━━━ SUPPLIED ENTRIES ━━━

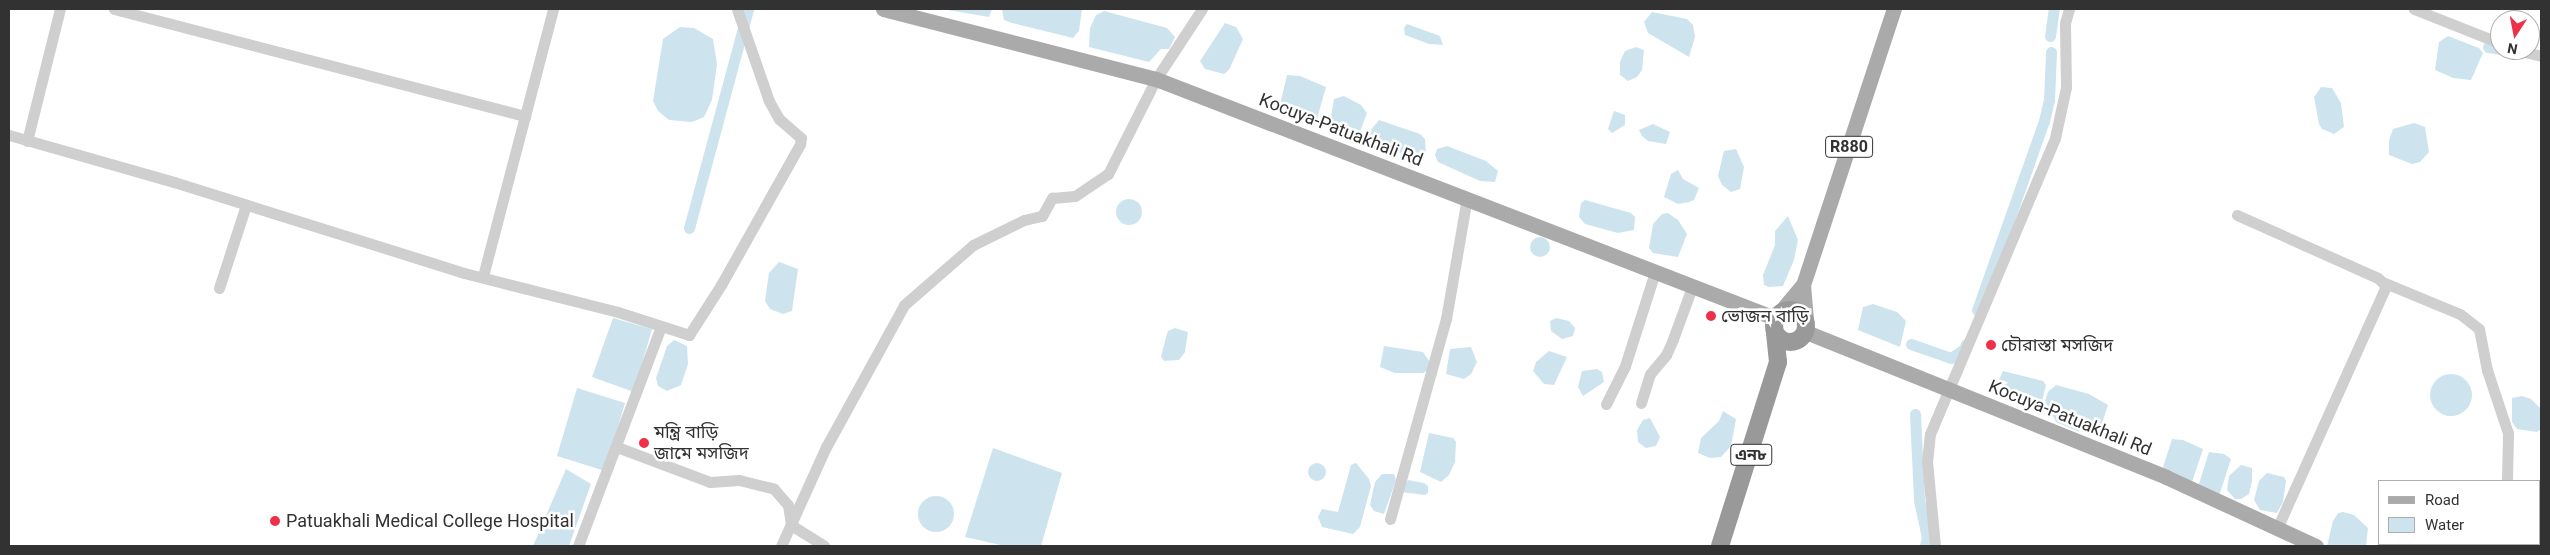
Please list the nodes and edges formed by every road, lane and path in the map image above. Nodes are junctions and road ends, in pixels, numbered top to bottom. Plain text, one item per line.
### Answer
1 (60, 9) edge
2 (114, 9) edge
3 (553, 9) edge
4 (885, 9) edge
5 (1202, 9) edge
6 (1894, 9) edge
7 (2069, 9) edge
8 (2414, 9) edge
9 (738, 11) edge
10 (139, 12) edge
11 (2490, 39) edge
12 (1156, 79) junction
13 (525, 116) junction
14 (9, 136) edge
15 (27, 141) junction
16 (1467, 198) junction
17 (246, 205) junction
18 (2237, 215) dead end
19 (1656, 272) junction
20 (484, 276) junction
21 (2384, 282) junction
22 (1803, 285) junction
23 (1692, 287) junction
24 (219, 288) dead end
25 (1777, 322) junction
26 (661, 326) junction
27 (1803, 332) junction
28 (1778, 362) junction
29 (1951, 390) junction
30 (1641, 403) dead end
31 (1606, 404) dead end
32 (617, 447) junction
33 (2507, 480) edge
34 (1390, 519) dead end
35 (791, 525) junction
36 (2278, 528) junction
37 (578, 546) edge
38 (781, 546) edge
39 (824, 546) edge
40 (1720, 546) edge
41 (1935, 546) edge
42 (2316, 546) edge

1 - 15 street
2 - 10 street
3 - 13 street
4 - 12 main road, Kocuya-Patuakhali Rd
5 - 12 street
6 - 22 main road, R880
7 - 29 street
8 - 11 street
9 - 26 street
10 - 13 street
12 - 16 main road, Kocuya-Patuakhali Rd
12 - 35 street
13 - 20 street
14 - 15 street
15 - 17 street
16 - 19 main road, Kocuya-Patuakhali Rd
16 - 34 street
17 - 20 street
17 - 24 street
18 - 21 street
19 - 23 main road, Kocuya-Patuakhali Rd
19 - 31 street
20 - 26 street
21 - 33 street
21 - 36 street
22 - 25 main road
22 - 27 main road
23 - 25 main road, Kocuya-Patuakhali Rd
23 - 30 street
25 - 27 highway
25 - 27 highway
25 - 28 highway, এন৮
26 - 32 street
27 - 28 highway, এন৮
27 - 29 main road, Kocuya-Patuakhali Rd
28 - 40 highway, এন৮
29 - 36 main road, Kocuya-Patuakhali Rd
29 - 41 street
32 - 35 street
32 - 37 street
35 - 38 street
35 - 39 street
36 - 42 main road, Kocuya-Patuakhali Rd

━━━

● **TASK ITEM**
Check the entries above line by line and return each one containing the word "Kocuya".

● **TASK OUTPUT**
4 - 12 main road, Kocuya-Patuakhali Rd
12 - 16 main road, Kocuya-Patuakhali Rd
16 - 19 main road, Kocuya-Patuakhali Rd
19 - 23 main road, Kocuya-Patuakhali Rd
23 - 25 main road, Kocuya-Patuakhali Rd
27 - 29 main road, Kocuya-Patuakhali Rd
29 - 36 main road, Kocuya-Patuakhali Rd
36 - 42 main road, Kocuya-Patuakhali Rd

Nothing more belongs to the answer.